Los reporteros de Magnum logran transmitir rodajes que laten, que viven, que transmiten, que cuentan… Así el espectador de la exposición vive un viaje por el tunel del tiempo y atrapa el espíritu que sobrevolaba por los platós o los escenarios naturales. Las fotografías captan momentos únicos, íntimos, de un director trabajando o en tiempo de espera. De una actriz riendo con sus compañeros o maquillándose para entrar en escena. De un plató que descubre secretos y la magia del cine… Un ensayo fotográfico sobre realidad y ficción, ficción y realidad. Los rodajes permiten a veces fotografías extrañas, como fuera de la realidad…, que pone en marcha la imaginación del que mira. Los fotógrafos nos dejan ‘otra mirada’ tremendamente valiosa de De repente el último verano, Vidas rebeldes, Moby Dick, El proceso, Candilejas, Rebelde sin causa, Lo importante es amar, El planeta de los simios, La tentación vive arriba, Zabriskie Point

Mi viaje personal…

En mi paseo por esa cámara indiscreta mi cabeza no dejó de funcionar y crear un montón de historias, momentos, relatos, instantes, sensaciones, pensamientos…

 Un Chaplin, de pelo blanco, en pleno proceso creativo. En su ‘hábitat natural’, entre luces, cámaras y travellings… durante el rodaje de una de sus películas más personales donde el director se desnudaba emocionalmente, Candilejas.

Una Liz Taylor, bella hasta decir basta, frente al espejo… Una actriz antes de ponerse delante de la cámara. Taylor muestra el rostro de una bella melancólica, triste, ante la mirada profesional de una peluquera que trabaja eficiente. Es un retrato psicológico de una actriz metida ya en el camino tortuoso del inconsciente que mostrará su recorrido a un mundo de pesadilla y horror en De repente el último verano.

Una imagen insólita y extraña de los momentos de descanso y rélax. El planeta de los simios deja instantes impagables. Tres simios apoyados en una valla con el cartel de Detour colgado en una calle, como si fuera lo más normal del mundo. Los tres simios están a las puertas de una pensión  y al lado de un local de alterne…

Otra imagen extraña… y tan kafkiana como la propia película que se estaba rodando, El proceso. Un despacho con velas hasta arriba de papeles ¿es un director que da pautas a su actor? ¿Son Orson y Anthony? ¿Un momento de pausa? ¿O son dos personajes? ¿Un abogado frente a su cliente? ¿Son Josef K y su abogado Hastler? ¿Realidad y ficción, ficción y realidad?
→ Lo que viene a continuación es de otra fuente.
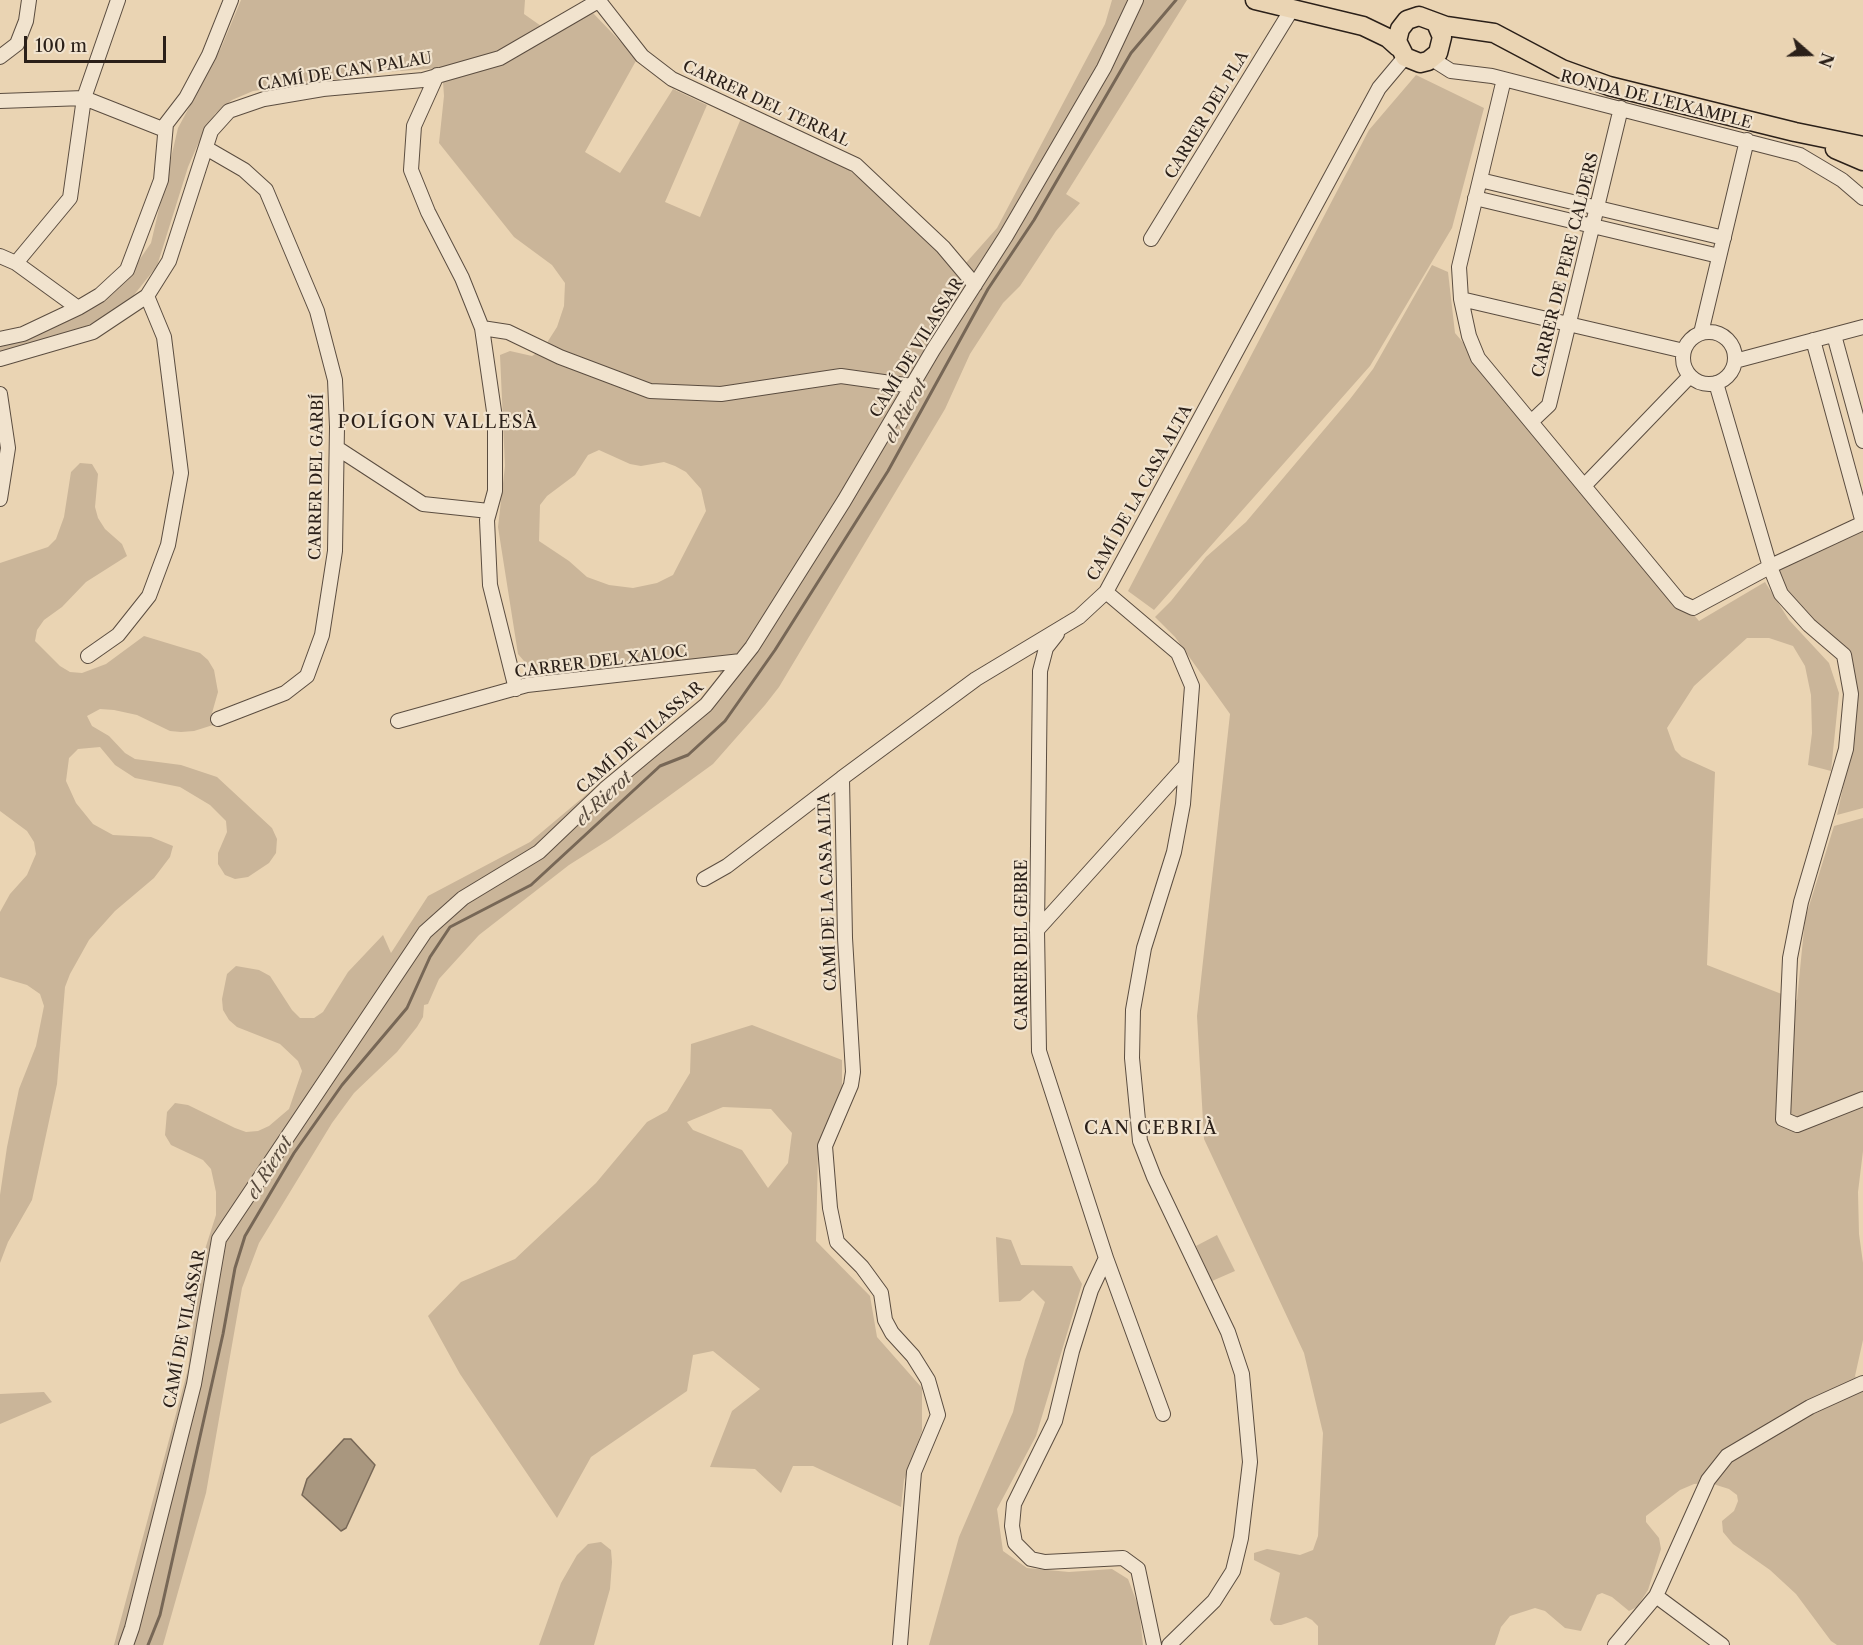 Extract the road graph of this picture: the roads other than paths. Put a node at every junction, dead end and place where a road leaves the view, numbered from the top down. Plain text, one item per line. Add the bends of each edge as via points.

… El paso del tiempo. Arthur Miller, años después de Vidas rebeldes, volvió a trabajar como guionista, esta vez, para adaptar una de sus obras de teatro más míticas, Muerte de un viajante, dirigida en los 80 para televisión por el alemán Volker Schlöndorff con Dustin Hoffman de protagonista. Miller con pelo cano es fotografiado por su esposa, Inge Morath, que refleja pura cotidianeidad de un creador, de un hombre de letras.

Vidas rebeldes rescata los mil rostros de Marilyn Monroe… pese a que fue un rodaje triste, triste, triste… y atrapado por cientos de imágenes. También hubo momentos de paz, instantes de descanso de los nubarrones grises. Monroe… en una de esas imágenes que reflejaban a una mujer bella, sonriente y relajada, tratando de alejar sus fantasmas. Es como si la venus rubia solo se sintiera auténtica y ella misma cuando sabía que una cámara iba a congelarla, a convertirla en eterna…, en mito.

El director en acción… Un Michelangelo Antonioni en un paraje desértico, apocalíptico… corriendo para captar el inconformismo y el desencanto de una época en Zabriskie Point. Los setenta daban comienzo… y el nihilismo mostraba sus imágenes…

Este sólo es un itinerario posible de los infinitos que puede llevar a cabo un espectador mientras recorre despacio, como si se encontrara en una cápsula de tiempo y creatividad, una exposición con muchos tesoros… Después el espectador puede sentarse en la silla de un director y empezar a crear su propio montaje…

Nota: La cámara indiscreta. Tesoros cinematográficos de Mágnum Photos. Sala Canal de Isabel II. Calle Santa Engracia, 125. Madrid. Hasta el 27 de julio.